Requirement: Which lines of the entries hold the string "Ленинградская"? Copy each one.

=== Section Start ===

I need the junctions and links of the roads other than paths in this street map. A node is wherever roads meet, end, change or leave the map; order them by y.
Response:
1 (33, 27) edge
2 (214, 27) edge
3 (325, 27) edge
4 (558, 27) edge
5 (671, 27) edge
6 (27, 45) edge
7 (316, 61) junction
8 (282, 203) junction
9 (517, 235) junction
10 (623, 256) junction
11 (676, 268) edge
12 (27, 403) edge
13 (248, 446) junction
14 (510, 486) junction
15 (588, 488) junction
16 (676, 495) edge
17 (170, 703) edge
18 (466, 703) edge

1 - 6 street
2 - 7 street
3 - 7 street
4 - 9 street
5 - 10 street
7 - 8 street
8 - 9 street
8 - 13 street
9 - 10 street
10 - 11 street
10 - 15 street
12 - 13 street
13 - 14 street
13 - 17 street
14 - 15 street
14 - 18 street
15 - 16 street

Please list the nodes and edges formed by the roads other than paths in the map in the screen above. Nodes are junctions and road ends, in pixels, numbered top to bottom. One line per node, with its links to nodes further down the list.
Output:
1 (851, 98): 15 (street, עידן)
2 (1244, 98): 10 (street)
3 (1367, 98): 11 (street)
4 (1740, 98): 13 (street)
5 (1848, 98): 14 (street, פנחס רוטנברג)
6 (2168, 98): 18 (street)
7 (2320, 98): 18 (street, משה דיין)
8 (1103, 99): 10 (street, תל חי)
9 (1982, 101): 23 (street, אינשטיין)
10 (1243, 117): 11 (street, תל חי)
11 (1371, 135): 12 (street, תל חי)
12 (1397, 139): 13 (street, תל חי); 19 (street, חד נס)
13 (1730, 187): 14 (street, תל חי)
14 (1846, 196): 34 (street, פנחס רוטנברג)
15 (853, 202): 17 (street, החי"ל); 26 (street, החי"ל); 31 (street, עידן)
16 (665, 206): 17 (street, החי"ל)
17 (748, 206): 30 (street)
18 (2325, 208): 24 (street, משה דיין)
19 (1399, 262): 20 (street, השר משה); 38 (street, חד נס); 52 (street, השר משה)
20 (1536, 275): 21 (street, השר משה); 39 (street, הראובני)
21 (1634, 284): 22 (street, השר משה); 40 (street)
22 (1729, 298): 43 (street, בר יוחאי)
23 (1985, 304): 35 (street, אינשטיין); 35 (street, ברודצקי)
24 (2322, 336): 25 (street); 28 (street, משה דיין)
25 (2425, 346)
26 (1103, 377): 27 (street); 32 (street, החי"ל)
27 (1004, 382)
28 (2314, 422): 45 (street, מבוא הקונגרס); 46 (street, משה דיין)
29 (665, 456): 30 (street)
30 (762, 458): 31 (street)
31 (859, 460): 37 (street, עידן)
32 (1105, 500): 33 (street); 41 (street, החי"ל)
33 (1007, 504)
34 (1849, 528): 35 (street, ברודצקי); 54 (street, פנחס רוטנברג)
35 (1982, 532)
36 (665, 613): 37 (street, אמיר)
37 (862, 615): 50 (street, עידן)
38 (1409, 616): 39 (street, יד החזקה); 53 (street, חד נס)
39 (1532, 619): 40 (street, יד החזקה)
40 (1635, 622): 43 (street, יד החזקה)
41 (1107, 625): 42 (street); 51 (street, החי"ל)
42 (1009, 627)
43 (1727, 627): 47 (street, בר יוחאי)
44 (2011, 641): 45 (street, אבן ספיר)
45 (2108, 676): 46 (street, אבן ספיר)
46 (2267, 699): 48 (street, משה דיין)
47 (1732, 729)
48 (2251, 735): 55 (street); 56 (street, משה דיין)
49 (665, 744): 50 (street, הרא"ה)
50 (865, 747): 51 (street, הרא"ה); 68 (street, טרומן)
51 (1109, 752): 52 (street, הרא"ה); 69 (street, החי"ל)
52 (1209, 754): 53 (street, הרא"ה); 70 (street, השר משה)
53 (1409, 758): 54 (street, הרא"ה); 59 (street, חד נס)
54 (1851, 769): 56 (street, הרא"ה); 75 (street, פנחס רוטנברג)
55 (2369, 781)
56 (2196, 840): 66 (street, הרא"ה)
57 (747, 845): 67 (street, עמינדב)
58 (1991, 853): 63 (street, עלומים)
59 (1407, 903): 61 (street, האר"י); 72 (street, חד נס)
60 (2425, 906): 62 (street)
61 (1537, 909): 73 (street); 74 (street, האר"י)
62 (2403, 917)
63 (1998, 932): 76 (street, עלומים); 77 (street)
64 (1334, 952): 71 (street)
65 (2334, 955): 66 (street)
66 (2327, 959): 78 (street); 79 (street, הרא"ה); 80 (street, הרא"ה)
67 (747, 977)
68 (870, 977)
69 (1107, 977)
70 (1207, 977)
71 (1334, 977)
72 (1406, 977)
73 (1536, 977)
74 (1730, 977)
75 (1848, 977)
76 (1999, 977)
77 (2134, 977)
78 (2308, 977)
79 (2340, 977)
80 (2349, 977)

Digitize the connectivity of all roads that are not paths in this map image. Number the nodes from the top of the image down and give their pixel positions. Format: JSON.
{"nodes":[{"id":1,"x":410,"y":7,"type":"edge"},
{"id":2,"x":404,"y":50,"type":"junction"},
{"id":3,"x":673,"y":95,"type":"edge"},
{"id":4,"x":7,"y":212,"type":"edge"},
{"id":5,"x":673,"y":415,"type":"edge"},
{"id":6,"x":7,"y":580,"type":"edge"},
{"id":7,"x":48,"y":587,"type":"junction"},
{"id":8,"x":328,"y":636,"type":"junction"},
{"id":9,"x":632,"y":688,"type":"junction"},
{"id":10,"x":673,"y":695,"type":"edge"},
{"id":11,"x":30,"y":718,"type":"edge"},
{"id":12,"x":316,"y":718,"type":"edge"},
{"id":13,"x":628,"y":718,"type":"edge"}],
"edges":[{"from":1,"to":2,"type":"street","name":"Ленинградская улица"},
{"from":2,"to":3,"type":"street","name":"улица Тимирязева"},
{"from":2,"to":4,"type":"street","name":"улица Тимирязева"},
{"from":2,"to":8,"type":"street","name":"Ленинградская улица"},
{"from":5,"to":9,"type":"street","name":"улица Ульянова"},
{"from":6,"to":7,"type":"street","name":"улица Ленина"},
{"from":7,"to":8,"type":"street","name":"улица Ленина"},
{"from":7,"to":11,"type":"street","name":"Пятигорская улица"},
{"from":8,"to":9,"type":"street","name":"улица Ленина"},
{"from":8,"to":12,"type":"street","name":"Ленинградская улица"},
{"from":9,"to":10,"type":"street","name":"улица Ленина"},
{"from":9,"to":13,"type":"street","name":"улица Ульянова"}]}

=== Section End ===

Written solution:
"edges":[{"from":1,"to":2,"type":"street","name":"Ленинградская улица"},
{"from":2,"to":8,"type":"street","name":"Ленинградская улица"},
{"from":8,"to":12,"type":"street","name":"Ленинградская улица"},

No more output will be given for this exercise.